The Big Decision

June 9, 2016

     Tomorrow, Team Cambodia goes into our last weekend before we return to the States. Technically, we have three days left before boarding the international flight home, and so technically, I have three days left before I have to make my big decision which is “do I wish to pursue a medical career?” When I applied to come on this trip, I was on the fence as to whether I focus on music or on medicine. Some days, I could vividly imagine the feel of my very own white coat. Then again, on other days, the thought of being a doctor seemed so far away, so burdensome, when I could instead just play my guitar and sing all day. I was faced with a big decision. A pediatrician or a musician? Writing songs or writing prescriptions? Serving music-lovers or serving children? Evoking the cheers of fans or evoking the smiles of families? These are the kinds of questions I ask myself every day, and I continued to ask myself those questions for the three weeks I’ve been here in Cambodia.

     I brought my guitar and a list of songs on this trip, and there were several moments—with and without them—that I was able to share my voice with my new friends. Sometimes, the whole team would listen, and other times, I had the ears of just three (who stayed up with me well past midnight). Still, each of those moments meant the world, and throughout the trip, I thought, “This is definitely what I want to do for the rest of my life.” On the flip side, I also brought my stethoscope and a small journal, and there were many moments that I was able to interact with the team and with the patients in clinic and take note of the incredible wisdom that flowed from both. Those moments meant just as much, and throughout the trip, I thought, “This is definitely what I want to do for the rest of my life.”

     Before I go on, I want to say, “Thank you,” to each and every individual whose life crossed path with mine.
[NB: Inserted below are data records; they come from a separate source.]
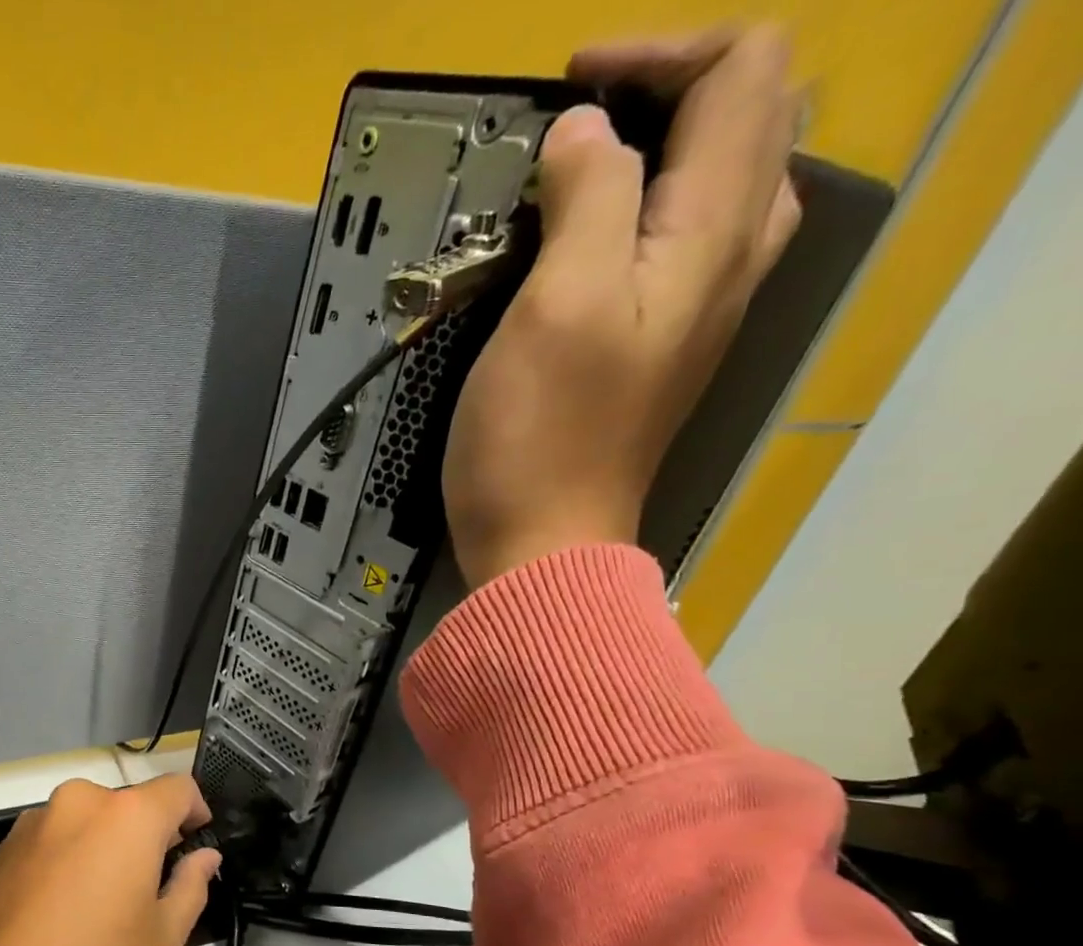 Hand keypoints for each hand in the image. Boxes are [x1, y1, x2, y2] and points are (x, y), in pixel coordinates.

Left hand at [0, 775, 220, 945]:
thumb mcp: (163, 938)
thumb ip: (191, 885)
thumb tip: (203, 856)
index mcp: (126, 817)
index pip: (178, 789)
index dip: (197, 812)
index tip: (196, 844)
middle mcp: (78, 803)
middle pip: (128, 804)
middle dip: (146, 835)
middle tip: (150, 886)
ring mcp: (32, 823)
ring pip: (86, 821)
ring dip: (103, 845)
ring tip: (100, 902)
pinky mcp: (1, 849)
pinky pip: (51, 838)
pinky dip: (67, 857)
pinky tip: (60, 909)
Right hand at [442, 27, 802, 588]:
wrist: (542, 545)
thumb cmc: (541, 437)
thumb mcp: (558, 304)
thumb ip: (589, 197)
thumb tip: (583, 135)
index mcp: (714, 231)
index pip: (743, 72)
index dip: (659, 53)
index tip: (566, 89)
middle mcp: (731, 258)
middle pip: (751, 116)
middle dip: (669, 90)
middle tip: (576, 126)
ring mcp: (701, 309)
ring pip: (725, 180)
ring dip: (661, 151)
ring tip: (579, 176)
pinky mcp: (662, 350)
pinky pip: (683, 244)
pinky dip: (642, 214)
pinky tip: (585, 245)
To the undergraduates, to the volunteers, to the interpreters, (ESPECIALLY) to the medical students, to faculty, and to the patients, thank you for what you imparted into me on this trip. Whether you think you did anything worthwhile for me or not, I can assure you that each of you impacted me and your own way. Every laugh, every word of advice, every compliment, and every critique was much appreciated.

     So, I’ll wrap this up now by referencing Mrs. Bina. She told me a long while back that this trip would get me off the fence. At first, I thought that she meant, “This trip will make you choose one or the other: music or medicine,” but that assumption was wrong. This trip showed me how much I loved both. All this time, I’ve been trying to narrow my “passion” down to just one: music OR medicine. However, the reason why I’ve never been content with my choice is because what I’ve really been looking for this whole time is a balance between the two. I’m aware that medical school will require a lot of my time. A whole lot of my time! And sometimes, my music will have to be put on hold. However, I can say that I have now made my “big decision.”

     I will work hard for the rest of this summer to get into medical school, where I will delve deeply into a community of knowledge. Then, whenever I have free time, you better believe that I will find a community of music, and there, I will submerge myself in my second—but definitely not lesser—passion. Then, I’ll just smile, knowing that this fantastic, life-changing trip, MoM Cambodia 2016, was where it all fell into place.